Hype and Reality of the AI Coding Shift

What It Covers

Sonar's Chris Grams and Manish Kapoor discuss their State of Code Developer Survey with host Matt Merrill, revealing that 42% of developer code is already AI-generated, 96% of developers distrust that code, and how deterministic verification layers like SonarQube address the resulting quality and security gap.

Key Questions Answered

• •The Verification Gap: 42% of developer code is currently AI-generated, projected to reach 65% by 2027, yet 96% of developers do not fully trust AI-produced code.

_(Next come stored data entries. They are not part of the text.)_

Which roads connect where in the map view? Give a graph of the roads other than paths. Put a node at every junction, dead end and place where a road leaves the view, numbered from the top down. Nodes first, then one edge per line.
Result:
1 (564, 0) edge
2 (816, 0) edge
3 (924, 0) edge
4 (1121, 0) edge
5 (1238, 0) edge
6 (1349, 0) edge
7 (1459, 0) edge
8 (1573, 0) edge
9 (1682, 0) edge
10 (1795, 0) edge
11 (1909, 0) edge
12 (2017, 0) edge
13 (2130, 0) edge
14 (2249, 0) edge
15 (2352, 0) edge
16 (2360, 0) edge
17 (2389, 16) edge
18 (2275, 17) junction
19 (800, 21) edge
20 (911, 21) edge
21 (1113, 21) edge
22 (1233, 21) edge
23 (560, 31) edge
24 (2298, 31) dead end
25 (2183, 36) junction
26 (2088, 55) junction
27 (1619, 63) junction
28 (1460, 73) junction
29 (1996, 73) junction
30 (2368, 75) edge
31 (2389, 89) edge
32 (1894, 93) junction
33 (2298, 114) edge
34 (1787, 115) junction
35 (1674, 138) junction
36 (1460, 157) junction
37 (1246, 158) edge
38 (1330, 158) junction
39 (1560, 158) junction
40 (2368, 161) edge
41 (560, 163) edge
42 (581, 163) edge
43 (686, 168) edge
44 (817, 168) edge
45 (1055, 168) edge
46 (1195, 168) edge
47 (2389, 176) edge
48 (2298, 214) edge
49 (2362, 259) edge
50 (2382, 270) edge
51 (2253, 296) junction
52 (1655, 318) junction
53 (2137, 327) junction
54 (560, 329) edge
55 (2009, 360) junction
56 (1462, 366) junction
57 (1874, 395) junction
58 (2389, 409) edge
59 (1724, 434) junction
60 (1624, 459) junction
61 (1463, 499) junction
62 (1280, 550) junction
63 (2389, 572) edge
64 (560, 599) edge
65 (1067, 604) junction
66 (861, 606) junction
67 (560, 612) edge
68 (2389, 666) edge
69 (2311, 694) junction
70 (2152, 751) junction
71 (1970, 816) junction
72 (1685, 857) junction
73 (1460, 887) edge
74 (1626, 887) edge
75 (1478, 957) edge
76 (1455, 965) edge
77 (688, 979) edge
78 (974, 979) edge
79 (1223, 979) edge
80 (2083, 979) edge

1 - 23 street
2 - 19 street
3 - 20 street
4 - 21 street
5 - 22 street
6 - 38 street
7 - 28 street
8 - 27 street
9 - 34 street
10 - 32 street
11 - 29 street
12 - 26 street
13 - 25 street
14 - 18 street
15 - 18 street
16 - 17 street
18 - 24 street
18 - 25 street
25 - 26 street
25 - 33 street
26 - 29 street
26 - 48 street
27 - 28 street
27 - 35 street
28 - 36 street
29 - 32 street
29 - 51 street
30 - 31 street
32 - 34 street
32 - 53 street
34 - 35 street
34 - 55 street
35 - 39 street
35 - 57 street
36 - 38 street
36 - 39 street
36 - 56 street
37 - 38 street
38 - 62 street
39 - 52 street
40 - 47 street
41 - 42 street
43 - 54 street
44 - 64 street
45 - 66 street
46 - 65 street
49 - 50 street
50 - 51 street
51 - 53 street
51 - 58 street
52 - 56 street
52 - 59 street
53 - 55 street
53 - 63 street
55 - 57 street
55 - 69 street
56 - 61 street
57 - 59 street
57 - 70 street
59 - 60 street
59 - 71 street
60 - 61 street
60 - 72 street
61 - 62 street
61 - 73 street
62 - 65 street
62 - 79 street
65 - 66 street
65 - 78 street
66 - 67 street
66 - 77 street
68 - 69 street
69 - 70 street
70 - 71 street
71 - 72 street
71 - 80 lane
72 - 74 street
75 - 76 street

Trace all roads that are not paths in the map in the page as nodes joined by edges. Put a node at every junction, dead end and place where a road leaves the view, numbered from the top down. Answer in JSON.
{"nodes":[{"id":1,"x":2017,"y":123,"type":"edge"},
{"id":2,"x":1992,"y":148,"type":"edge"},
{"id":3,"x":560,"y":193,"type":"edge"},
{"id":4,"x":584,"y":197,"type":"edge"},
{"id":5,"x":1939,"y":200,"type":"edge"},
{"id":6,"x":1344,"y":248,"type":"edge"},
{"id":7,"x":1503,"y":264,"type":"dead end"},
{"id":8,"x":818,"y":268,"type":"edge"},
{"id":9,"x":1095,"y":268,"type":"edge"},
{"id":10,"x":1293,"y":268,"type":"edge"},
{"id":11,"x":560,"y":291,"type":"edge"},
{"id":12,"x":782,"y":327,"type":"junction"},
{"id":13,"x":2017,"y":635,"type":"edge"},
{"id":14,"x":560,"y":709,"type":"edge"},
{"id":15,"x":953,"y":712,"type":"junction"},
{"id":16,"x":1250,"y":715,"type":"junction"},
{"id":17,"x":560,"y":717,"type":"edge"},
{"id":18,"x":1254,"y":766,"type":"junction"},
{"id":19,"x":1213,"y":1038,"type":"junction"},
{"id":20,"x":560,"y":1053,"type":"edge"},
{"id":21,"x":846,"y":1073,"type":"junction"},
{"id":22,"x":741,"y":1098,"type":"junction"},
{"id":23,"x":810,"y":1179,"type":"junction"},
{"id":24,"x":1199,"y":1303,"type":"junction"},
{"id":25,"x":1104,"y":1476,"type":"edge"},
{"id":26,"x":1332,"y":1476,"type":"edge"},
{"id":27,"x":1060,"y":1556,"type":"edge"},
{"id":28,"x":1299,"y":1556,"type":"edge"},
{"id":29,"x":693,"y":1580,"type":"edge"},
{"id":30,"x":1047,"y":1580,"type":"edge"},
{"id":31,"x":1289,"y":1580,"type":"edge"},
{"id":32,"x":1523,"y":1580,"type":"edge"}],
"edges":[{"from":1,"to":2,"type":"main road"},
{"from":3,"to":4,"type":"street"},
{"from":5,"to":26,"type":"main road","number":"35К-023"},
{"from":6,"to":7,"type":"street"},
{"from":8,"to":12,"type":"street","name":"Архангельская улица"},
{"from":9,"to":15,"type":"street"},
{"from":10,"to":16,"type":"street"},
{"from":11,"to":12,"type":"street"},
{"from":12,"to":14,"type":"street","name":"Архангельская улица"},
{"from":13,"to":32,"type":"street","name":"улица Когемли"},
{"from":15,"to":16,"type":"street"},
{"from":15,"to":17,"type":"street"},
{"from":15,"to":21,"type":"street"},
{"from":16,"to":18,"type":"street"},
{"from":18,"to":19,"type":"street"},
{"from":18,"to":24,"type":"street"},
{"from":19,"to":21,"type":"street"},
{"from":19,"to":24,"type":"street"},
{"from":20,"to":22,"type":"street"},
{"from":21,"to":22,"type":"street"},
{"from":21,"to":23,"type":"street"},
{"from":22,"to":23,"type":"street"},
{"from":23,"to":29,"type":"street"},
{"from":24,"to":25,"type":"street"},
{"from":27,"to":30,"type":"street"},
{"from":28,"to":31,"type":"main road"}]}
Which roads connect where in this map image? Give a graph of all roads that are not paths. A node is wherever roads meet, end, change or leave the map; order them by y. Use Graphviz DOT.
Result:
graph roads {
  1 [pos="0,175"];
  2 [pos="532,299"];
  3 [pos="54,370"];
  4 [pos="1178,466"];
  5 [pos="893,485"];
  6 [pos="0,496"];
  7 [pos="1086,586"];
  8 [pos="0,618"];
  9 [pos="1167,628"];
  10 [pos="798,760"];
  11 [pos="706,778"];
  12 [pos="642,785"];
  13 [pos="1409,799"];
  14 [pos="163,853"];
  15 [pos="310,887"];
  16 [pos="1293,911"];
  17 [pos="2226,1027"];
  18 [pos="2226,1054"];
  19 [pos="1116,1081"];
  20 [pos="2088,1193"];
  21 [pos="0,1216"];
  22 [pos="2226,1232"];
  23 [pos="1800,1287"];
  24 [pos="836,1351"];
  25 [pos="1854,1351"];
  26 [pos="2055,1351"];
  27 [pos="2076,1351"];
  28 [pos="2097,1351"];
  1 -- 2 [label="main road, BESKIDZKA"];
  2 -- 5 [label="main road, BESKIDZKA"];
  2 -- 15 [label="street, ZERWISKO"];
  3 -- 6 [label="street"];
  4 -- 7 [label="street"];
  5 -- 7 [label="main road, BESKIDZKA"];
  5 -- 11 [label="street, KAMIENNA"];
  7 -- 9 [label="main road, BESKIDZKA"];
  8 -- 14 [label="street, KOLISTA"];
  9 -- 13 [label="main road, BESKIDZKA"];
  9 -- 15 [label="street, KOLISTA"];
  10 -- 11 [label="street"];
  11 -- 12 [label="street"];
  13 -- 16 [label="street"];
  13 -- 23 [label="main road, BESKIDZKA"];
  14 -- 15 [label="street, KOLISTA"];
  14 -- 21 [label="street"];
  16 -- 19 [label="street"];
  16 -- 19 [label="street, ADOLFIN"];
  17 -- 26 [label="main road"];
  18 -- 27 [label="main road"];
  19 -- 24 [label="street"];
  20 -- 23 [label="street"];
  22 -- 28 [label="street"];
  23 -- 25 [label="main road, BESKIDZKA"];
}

Engineering leaders must implement deterministic verification layers — tools that produce consistent, low-false-positive results — before shipping AI-generated code into production environments.
• •The Great Toil Shift: AI eliminates traditional toil tasks like writing documentation and tests, but replaces them with new toil: reviewing and verifying AI-generated code. Developers using AI daily spend roughly the same total time on toil as those who do not, and 38% report that reviewing AI code is harder than reviewing human-written code.
• •Shadow AI Risk: 35% of developers access AI tools through personal accounts rather than corporate-sanctioned platforms, exposing organizational IP and data to ungoverned third-party systems. Engineering leaders should establish governance policies that account for agentic workflows, where multiple agents exchange code, prompts, and context data simultaneously.
• •LLM Selection Beyond Benchmarks: Standard coding benchmarks only measure functional correctness. Sonar's leaderboard at sonar.com/leaderboard evaluates 35 models across security vulnerabilities, bug density, cognitive complexity, and cyclomatic complexity per million lines of code. Higher-performing models often produce more verbose, complex code — making holistic evaluation across all dimensions necessary before selecting a model for production use.
• •Experience-Based AI Usage Divergence: Junior developers report 40% productivity gains from AI tools but 66% admit the generated code appears correct while being functionally broken. Senior developers predominantly use AI for understanding legacy code and writing documentation. Both groups benefit from maintaining existing robust code review processes, which apply equally to AI-generated and human-written code.